Radioactive sludge accumulating in bay
In March 2011, the Fukushima plant suffered multiple meltdowns triggered by a massive earthquake and tsunami. Since then, TEPCO has struggled to contain the flow of radioactive water away from the plant. Currently, radioactive water is known to be leaking out of reactor buildings and downstream into the ocean. It is also suspected to be leaking into the ground from the plant, and flowing underground to the ocean from there.
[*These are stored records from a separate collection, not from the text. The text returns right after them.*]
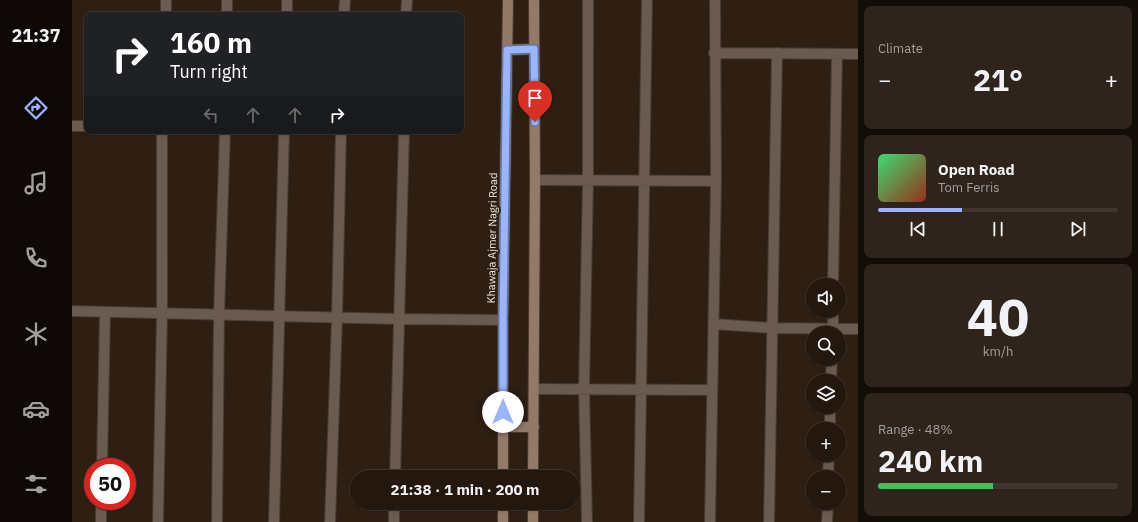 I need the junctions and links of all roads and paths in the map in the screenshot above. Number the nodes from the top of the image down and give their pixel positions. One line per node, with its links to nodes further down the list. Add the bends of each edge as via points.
1 (166, 0): 11 (street)
2 (227, 0): 12 (street)
3 (287, 0): 13 (street)
4 (344, 0): 14 (street)
5 (407, 0): 15 (street)
6 (508, 0): 17 (main road, Khawaja Ajmer Nagri Road)
7 (534, 0): 16 (main road)
8 (588, 0): 30 (street)
9 (647, 0): 31 (street)
10 (715, 0): 19 (street)
11 (166, 12)
12 (227, 12)
13 (287, 12)
14 (344, 12)
15 (406, 12)
16 (534, 49): 17 (main road); 29 (main road)
17 (507, 50): 41 (main road, Khawaja Ajmer Nagri Road)
18 (776, 52): 19 (street); 20 (street); 43 (street)
19 (714, 53): 32 (street)
20 (837, 54): 21 (street); 33 (street)
21 (858, 54)
22 (72, 126): 23 (street)
23 (84, 126)
24 (162, 134): 36 (street)
25 (225, 134): 37 (street)
26 (284, 134): 38 (street)
27 (341, 134): 39 (street)
28 (404, 134): 40 (street)
29 (536, 180): 30 (street); 47 (main road)
30 (588, 180): 31 (street); 48 (street)
31 (644, 181): 32 (street); 49 (street)
32 (716, 181): 42 (street)
33 (833, 278)
34 (72, 311): 35 (street)
35 (105, 312): 36 (street); 53 (street)
36 (162, 313): 37 (street); 63 (street)
37 (218, 314): 38 (street); 64 (street)
38 (279, 316): 39 (street); 65 (street)
39 (337, 317): 40 (street); 66 (street)
40 (399, 319): 41 (street); 54 (street)
41 (503, 320): 51 (main road, Khawaja Ajmer Nagri Road)
42 (714, 324): 43 (street); 50 (street)
43 (773, 328): 45 (street); 73 (street)
44 (858, 329): 46 (street)
45 (806, 330)
46 (846, 330)
47 (534, 388): 48 (street); 52 (main road)
48 (584, 389): 49 (street); 70 (street)
49 (641, 390): 50 (street); 71 (street)
50 (712, 390): 72 (street)
51 (503, 427): 52 (main road); 55 (main road, Khawaja Ajmer Nagri Road)
52 (534, 427): 56 (main road)
53 (102, 458)
54 (395, 470)
55 (503, 470)
56 (533, 470)
57 (102, 510): 62 (street)
58 (394, 510): 67 (street)
59 (503, 510): 68 (main road)
60 (533, 510): 69 (main road)
61 (828, 510): 74 (street)
62 (101, 522)
63 (158, 522)
64 (217, 522)
65 (274, 522)
66 (330, 522)
67 (394, 522)
68 (503, 522)
69 (533, 522)
70 (587, 522)
71 (639, 522)
72 (710, 522)
73 (769, 522)
74 (827, 522)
TEPCO estimates that this water has been carrying 4.8 billion becquerels of strontium-90 and 2 billion becquerels of cesium-137 every day, based on measurements taken near the water intakes for reactors 1 through 4. This means that in the 10 months from August to May, the plant emitted 1.46 trillion becquerels’ worth of strontium-90 and 610 billion becquerels of cesium-137, totaling 2.07 trillion becquerels of radioactivity released into the ocean.
This astonishing amount of radioactivity is actually an improvement over the first two years following the disaster. Between May 2011 and August 2013, 10 trillion becquerels of strontium-90 and 20 trillion becquerels of cesium-137 flowed into the bay, for a total of 30 trillion becquerels. The improvement does not mark an improvement in TEPCO’s containment methods, however, but is a result of the concentration of nuclear material at the plant decreasing over time.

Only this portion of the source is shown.